Am sure that by now all readers of Jairam’s Jives would’ve watched Avatar at least once and been awestruck by the amazing psychedelic world that James Cameron presented to us with in the form of Pandora. Truth be told, I was blown away by the first sight of that magical forest in Pandora, especially the first brush that Jake Sully has with the ‘touch-me-not’ flowers which wrap up whenever anybody touches them. Now before you start wondering why I am talking about Avatar and Pandora so much in a review of Raavanan, I am just trying to give you folks a context, a yardstick, a frame of reasoning to measure the cinematographic efforts of Santosh Sivan in Raavanan.
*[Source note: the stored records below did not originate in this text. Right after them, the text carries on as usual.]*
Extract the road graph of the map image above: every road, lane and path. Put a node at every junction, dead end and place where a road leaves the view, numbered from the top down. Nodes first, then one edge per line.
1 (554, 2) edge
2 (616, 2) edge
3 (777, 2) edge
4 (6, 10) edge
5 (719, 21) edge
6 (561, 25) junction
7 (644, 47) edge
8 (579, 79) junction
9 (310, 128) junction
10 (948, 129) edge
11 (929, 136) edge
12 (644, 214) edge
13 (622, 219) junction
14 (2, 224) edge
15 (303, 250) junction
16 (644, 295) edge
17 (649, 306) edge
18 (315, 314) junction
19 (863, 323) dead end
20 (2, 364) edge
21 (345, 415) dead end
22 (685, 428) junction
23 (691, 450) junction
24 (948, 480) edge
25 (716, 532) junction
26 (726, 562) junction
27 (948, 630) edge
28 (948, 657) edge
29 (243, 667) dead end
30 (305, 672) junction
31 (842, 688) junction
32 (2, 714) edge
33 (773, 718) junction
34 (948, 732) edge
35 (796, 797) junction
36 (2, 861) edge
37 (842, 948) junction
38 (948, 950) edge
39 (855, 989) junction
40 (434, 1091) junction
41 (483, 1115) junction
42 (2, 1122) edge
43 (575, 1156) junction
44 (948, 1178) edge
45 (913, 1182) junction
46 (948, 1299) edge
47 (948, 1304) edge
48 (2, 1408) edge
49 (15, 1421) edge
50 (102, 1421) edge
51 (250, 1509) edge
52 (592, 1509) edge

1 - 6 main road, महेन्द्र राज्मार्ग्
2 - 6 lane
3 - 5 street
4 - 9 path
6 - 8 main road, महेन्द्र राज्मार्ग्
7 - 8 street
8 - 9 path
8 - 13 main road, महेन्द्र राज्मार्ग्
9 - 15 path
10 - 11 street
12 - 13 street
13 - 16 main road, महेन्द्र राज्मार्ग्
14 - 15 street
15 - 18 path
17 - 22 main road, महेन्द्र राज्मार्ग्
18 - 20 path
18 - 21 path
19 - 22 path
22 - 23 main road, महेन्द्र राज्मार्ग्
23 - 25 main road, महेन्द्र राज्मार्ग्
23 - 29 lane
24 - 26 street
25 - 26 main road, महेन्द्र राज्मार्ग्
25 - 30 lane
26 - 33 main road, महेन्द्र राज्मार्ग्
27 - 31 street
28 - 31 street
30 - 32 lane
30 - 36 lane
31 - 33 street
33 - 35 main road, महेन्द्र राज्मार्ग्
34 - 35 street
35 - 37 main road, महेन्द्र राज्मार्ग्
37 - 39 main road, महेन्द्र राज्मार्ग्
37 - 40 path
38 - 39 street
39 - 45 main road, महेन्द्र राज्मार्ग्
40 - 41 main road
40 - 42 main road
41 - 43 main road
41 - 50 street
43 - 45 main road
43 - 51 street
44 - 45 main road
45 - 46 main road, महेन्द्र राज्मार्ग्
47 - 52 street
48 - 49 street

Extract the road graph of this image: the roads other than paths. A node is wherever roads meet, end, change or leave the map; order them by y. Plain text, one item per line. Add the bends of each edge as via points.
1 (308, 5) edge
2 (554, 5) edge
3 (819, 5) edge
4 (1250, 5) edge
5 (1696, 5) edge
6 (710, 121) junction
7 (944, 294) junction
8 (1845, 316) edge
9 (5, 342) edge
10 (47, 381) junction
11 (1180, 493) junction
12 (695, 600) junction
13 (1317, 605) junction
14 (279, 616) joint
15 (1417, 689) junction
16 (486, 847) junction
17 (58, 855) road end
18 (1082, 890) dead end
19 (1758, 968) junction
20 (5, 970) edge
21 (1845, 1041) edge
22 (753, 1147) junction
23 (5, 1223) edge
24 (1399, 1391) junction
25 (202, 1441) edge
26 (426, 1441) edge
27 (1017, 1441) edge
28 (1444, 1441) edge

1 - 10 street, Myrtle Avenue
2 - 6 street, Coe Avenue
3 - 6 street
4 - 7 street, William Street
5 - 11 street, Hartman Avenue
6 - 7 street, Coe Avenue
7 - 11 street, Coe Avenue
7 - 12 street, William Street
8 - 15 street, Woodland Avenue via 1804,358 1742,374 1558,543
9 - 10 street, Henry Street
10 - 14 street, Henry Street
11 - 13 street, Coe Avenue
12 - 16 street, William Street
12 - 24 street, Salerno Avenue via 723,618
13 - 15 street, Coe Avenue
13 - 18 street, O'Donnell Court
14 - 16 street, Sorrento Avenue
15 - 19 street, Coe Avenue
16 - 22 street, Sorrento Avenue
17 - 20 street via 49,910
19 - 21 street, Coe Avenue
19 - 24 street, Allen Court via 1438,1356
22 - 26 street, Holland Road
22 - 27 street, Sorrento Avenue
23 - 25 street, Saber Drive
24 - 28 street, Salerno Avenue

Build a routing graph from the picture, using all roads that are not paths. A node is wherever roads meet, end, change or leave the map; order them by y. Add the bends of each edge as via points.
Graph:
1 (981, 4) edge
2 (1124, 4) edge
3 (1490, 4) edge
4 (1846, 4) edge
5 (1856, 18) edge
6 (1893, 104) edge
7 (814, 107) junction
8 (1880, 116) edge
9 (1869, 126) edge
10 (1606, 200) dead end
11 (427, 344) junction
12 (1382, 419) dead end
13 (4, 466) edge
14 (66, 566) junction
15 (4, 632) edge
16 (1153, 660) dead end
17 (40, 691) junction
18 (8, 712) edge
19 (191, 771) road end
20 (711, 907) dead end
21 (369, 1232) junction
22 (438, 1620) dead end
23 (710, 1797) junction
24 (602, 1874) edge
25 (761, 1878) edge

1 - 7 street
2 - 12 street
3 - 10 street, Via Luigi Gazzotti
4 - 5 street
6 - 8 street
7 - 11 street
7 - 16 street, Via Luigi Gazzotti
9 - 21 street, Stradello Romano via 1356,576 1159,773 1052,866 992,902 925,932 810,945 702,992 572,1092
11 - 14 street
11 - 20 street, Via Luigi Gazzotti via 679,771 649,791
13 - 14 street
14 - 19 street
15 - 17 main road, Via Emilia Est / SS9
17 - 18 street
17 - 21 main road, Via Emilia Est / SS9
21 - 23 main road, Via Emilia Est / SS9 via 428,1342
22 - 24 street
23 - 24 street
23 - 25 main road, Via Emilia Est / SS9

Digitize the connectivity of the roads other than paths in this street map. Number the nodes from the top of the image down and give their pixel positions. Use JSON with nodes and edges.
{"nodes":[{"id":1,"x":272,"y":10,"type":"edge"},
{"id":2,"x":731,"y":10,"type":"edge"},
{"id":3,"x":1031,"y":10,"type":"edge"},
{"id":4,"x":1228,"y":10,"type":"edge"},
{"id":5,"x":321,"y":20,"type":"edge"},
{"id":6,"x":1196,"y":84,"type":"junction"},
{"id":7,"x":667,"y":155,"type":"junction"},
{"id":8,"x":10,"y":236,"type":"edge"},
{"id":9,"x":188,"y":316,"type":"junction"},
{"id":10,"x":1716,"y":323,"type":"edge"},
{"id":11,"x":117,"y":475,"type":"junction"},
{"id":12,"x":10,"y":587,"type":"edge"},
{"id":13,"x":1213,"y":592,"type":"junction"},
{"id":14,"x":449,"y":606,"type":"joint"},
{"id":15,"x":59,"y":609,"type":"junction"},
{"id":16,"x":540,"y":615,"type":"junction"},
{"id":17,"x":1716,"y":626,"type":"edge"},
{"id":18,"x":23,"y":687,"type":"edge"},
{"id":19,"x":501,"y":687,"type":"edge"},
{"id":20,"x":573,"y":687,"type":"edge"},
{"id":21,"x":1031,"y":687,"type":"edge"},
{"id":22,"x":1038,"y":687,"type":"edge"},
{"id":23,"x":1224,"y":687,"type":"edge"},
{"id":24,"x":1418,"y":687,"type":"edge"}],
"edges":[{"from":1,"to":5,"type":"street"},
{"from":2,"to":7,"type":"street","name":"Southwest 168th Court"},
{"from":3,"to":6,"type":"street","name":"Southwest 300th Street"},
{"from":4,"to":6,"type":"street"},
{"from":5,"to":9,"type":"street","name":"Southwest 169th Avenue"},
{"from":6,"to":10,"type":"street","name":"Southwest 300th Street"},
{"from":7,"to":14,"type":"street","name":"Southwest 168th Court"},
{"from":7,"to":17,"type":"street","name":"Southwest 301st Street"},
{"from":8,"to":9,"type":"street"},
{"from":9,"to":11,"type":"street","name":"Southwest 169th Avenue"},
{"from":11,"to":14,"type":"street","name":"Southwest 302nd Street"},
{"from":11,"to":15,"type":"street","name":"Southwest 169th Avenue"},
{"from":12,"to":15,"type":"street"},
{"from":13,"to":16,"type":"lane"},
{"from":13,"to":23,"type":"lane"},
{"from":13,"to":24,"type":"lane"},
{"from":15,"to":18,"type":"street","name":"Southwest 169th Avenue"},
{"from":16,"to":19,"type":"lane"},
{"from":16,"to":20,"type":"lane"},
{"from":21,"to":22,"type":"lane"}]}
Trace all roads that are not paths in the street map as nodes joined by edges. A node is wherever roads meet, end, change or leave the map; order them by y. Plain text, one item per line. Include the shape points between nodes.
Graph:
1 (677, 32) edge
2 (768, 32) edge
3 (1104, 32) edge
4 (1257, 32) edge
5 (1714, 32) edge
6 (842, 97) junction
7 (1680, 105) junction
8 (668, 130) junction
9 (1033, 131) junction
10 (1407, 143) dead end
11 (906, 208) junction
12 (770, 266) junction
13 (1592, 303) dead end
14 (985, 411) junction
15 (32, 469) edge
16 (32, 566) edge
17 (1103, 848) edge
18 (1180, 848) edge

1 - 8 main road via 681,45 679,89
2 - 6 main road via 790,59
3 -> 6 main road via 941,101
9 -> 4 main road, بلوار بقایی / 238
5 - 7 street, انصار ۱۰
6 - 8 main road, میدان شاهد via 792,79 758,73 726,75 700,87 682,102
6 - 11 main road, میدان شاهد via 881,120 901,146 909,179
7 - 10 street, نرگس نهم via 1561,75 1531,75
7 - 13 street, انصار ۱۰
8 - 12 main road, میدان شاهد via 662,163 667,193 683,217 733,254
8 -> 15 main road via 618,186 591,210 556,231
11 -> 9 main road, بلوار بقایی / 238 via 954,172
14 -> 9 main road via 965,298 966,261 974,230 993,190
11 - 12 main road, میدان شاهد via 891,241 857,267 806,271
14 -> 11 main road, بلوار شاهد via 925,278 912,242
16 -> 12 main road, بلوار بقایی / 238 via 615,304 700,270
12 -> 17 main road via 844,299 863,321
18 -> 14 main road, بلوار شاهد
While James Cameron required a whole lot of blue screens, props, and a helluva lot of computer imagery to bring to life his vision of Pandora, Mani Ratnam and Santosh Sivan required an amazing scouting crew (or location crew), some crazy trekking adventures in places such as Tumkur, Hogenekal, Athirampalli, Malayattoor, jungles in Maharashtra to bring to life, Mani Sir’s (as he is fondly known by anybody who works with him) vision of Vikramasingapuram and its surroundings to life. The jungle is where Veera rules, his happiness, sorrow, anger, frustrations, love, hate, all of it is inextricably linked to the jungle. He is lord and master of all he surveys in this jungle, and this is beautifully brought out in the first scene of the movie where he is perched on the top of a 90 odd foot cliff overlooking a flowing river. The camera pans out from over his shoulder down into the gorge below, and the next shot is a long one from below, which gives the audience the sheer magnitude of the cliff he is actually overlooking. Sheer brilliant opening to a wonderful movie.
Veera (Vikram) is a Robin Hood type renegade brigand in the forests running a parallel kingdom of his own. Though he is not shown to be engaged in anything unlawful, the fact that the people of Vikramasingapuram pay more heed to his words and deeds than ‘official’ ones by the Government is something that irks the authorities. The movie opens with how Veera kidnaps Raagini (Aishwarya Rai Bachchan), the wife of Dev Prakash (Prithviraj), the local Superintendent of Police. This small 2-3 minute sequence in which Veera trashes the boat of Raagini and takes her hostage is reminiscent of some of the best action sequences in any Hollywood blockbuster.
Dev’s incessant search for Raagini through the jungle, Veera’s persistent efforts to keep her away from Dev’s clutches, why Veera kidnaps Raagini, these 3 themes form the crux of Raavanan, the movie. Interspersing all these 3 linked plots is a water-tight screenplay which doesn’t go loose for even one moment (except probably for 2 songs, which serve as breaks for the audience to gather their thoughts). In the middle of all the traipsing around the jungle and multiple failed attempts to escape, Raagini gets to see the real Veera, who she realizes is as human (or probably more human) as she is or for that matter Dev is. Whether Dev manages to catch up with Veera and rescues Raagini makes up for the rest of the story, and if I say anything more I will surely end up spoiling the movie-watching experience for the viewers.
Dev’s brooding intensity and single minded focus in bringing Veera to justice is wonderfully brought out on screen by Prithviraj. I personally haven’t seen him in a movie in which he portrays such intensity throughout the movie, and he was a revelation. Little wonder then that he is considered among the better breed of actors in the Malayalam movie industry. Aishwarya Rai has always been Mani Sir’s muse when it comes to giving her enough space and a meaty character which plays to her strengths. Her portrayal of Raagini, who is pretending to be brave through her ordeal while in reality she is scared to her wits, and terrified at her situation is brilliantly brought out in the scene where she prays out aloud to an abandoned ruin of Goddess Parvathi in the jungle. Vikram as Veera is the life-line of the movie. Almost single handedly he carries 3/4ths of the movie on his shoulder. This is probably his best role yet, running a close second only to Pithamagan, in my opinion.
A few things most people might tend to overlook in this movie is the shimmering chemistry between Veera and Raagini, which gradually develops over the course of the movie and reaches its peak in the last frame of the movie. Another notable directorial touch is the fact that Dev’s character is so obsessed with justice and doing the right thing, that he takes it to any length which is again brought out in the last 5 odd minutes of the movie. While most people might disagree with the means, Dev is somebody who seriously believes that the ends justify the means. This to me, is the most ‘stand-out’ aspect of this particular character.
AR Rahman and Vairamuthu have combined once again to merge wonderful Tamil and music together to give us an eminently listenable album in Raavanan. It would be extremely pretentious of me to comment on the excellence of either of them. Suhasini’s dialogues and AR Rahman’s background score also deserve special mention, and so do the Art Directors of this movie. All in all, I personally believe that Madras Talkies, Big Pictures and Sony Pictures have a winner on their hands. Go watch this movie to enjoy a thorough visual treat.